Exercise objective — Copy every line of the entries that has the string "roads" in it.

━━━━━━━━━━━━━━━━

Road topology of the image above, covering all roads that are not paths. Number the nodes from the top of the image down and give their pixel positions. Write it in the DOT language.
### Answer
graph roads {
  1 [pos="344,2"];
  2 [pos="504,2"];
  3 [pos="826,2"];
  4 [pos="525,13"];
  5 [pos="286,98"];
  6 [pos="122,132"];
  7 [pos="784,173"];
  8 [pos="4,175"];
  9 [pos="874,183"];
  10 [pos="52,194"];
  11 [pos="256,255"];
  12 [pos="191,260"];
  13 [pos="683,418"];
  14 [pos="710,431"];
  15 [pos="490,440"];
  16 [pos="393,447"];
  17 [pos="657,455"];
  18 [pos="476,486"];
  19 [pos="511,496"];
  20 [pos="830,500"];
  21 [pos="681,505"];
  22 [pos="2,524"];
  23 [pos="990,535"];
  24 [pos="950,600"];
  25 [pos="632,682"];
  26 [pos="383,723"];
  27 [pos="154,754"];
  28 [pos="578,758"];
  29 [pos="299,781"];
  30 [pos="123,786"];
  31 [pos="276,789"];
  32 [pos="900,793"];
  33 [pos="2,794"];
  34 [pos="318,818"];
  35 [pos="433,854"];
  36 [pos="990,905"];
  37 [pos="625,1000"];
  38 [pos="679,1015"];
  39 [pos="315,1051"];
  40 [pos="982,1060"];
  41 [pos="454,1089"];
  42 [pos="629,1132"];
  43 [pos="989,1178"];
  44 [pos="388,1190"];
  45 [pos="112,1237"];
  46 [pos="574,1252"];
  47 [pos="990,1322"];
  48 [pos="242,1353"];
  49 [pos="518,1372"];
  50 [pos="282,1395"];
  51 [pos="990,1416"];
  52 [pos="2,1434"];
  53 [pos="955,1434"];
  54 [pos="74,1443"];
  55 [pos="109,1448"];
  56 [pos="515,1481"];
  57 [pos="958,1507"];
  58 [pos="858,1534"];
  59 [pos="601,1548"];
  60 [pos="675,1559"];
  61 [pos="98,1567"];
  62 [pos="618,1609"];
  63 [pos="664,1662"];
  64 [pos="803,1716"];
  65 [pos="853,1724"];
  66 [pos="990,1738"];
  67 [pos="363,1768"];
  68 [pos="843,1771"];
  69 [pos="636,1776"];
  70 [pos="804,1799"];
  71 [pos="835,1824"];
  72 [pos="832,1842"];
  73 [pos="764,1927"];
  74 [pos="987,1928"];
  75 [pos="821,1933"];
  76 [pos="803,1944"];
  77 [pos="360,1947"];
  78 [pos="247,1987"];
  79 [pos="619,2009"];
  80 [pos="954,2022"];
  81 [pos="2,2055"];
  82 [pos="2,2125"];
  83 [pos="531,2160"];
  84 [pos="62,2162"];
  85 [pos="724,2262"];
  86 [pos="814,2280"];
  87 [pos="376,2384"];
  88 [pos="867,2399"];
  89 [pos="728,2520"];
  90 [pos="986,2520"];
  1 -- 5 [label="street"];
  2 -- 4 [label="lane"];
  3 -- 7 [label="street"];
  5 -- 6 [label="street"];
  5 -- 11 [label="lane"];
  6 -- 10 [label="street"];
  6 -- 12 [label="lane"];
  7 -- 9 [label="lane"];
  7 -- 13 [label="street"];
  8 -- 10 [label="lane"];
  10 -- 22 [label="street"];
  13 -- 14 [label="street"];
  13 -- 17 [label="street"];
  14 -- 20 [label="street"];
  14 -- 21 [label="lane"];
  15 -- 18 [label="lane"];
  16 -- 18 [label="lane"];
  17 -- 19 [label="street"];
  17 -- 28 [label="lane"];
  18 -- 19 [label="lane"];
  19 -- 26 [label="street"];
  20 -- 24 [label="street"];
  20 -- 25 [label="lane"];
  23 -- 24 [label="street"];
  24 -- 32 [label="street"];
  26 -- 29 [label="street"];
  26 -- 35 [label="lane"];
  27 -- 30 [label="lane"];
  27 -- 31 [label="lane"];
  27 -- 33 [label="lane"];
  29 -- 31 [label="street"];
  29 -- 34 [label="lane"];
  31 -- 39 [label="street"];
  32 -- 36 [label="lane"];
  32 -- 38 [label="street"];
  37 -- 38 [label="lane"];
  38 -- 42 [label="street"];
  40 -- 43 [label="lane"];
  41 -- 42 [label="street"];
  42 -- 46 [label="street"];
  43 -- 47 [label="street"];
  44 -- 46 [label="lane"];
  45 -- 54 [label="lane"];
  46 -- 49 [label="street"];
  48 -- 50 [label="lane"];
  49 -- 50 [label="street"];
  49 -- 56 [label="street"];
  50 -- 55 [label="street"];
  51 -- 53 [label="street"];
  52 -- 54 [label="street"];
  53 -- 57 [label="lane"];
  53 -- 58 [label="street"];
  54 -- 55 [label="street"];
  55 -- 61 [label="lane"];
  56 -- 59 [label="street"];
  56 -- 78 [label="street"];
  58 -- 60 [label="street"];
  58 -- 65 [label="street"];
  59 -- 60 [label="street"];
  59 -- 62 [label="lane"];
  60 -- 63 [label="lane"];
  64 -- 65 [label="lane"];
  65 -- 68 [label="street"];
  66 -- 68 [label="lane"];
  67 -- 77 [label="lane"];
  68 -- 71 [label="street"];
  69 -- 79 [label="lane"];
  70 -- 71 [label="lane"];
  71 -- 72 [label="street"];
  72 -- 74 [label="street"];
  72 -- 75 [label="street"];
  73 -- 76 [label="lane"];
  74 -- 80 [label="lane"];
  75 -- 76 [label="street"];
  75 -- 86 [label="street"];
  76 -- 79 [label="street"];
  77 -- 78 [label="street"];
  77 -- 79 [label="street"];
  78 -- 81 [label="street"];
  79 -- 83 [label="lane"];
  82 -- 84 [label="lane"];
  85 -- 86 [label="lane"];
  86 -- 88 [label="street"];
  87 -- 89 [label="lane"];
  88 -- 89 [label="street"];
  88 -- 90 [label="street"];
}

━━━━━━━━━━━━━━━━

Solution for this problem —
Road topology of the image above, covering all roads that are not paths. Number the nodes from the top of the image down and give their pixel positions. Write it in the DOT language.
graph roads {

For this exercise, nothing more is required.